■ **Data records**
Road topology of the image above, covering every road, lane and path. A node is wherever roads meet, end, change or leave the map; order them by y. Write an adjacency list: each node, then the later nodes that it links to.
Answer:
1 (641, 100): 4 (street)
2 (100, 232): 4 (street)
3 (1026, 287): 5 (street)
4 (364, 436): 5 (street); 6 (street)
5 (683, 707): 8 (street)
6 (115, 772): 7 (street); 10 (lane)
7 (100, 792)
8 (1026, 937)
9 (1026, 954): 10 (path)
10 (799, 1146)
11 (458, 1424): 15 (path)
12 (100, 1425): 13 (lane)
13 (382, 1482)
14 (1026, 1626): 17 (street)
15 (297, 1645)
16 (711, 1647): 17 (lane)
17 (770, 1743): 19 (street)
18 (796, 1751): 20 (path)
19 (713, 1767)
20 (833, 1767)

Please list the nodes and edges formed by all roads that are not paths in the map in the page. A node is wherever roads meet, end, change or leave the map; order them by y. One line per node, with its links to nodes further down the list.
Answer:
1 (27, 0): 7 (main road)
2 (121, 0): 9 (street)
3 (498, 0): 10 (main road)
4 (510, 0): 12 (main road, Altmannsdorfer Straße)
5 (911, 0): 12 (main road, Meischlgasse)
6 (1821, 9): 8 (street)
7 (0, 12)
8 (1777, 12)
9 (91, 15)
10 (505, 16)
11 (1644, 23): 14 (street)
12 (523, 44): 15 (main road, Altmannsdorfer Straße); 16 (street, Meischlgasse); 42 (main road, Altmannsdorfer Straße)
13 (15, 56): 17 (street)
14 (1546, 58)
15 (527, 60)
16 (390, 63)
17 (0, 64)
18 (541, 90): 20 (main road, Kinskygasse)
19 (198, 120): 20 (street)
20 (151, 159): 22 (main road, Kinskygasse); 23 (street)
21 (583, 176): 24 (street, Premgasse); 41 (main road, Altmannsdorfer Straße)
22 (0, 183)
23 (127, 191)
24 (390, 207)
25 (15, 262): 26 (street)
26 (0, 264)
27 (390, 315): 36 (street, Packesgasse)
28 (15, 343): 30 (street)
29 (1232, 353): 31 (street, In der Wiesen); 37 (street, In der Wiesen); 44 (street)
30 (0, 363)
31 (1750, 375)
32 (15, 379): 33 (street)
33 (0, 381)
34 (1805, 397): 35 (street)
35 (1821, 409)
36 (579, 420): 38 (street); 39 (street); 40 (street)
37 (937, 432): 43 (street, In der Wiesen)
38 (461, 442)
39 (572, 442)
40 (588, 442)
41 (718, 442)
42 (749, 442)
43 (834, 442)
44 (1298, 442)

■ **Task description**
Look above for every line with the word "order" and copy it.

■ **Output for this task**
Road topology of the image above, covering every road, lane and path. A node is wherever roads meet, end, change or leave the map; order them by y. Write an adjacency list: each node, then the later nodes that it links to.
Please list the nodes and edges formed by all roads that are not paths in the map in the page. A node is wherever roads meet, end, change or leave the map; order them by y. One line per node, with its links to nodes further down the list.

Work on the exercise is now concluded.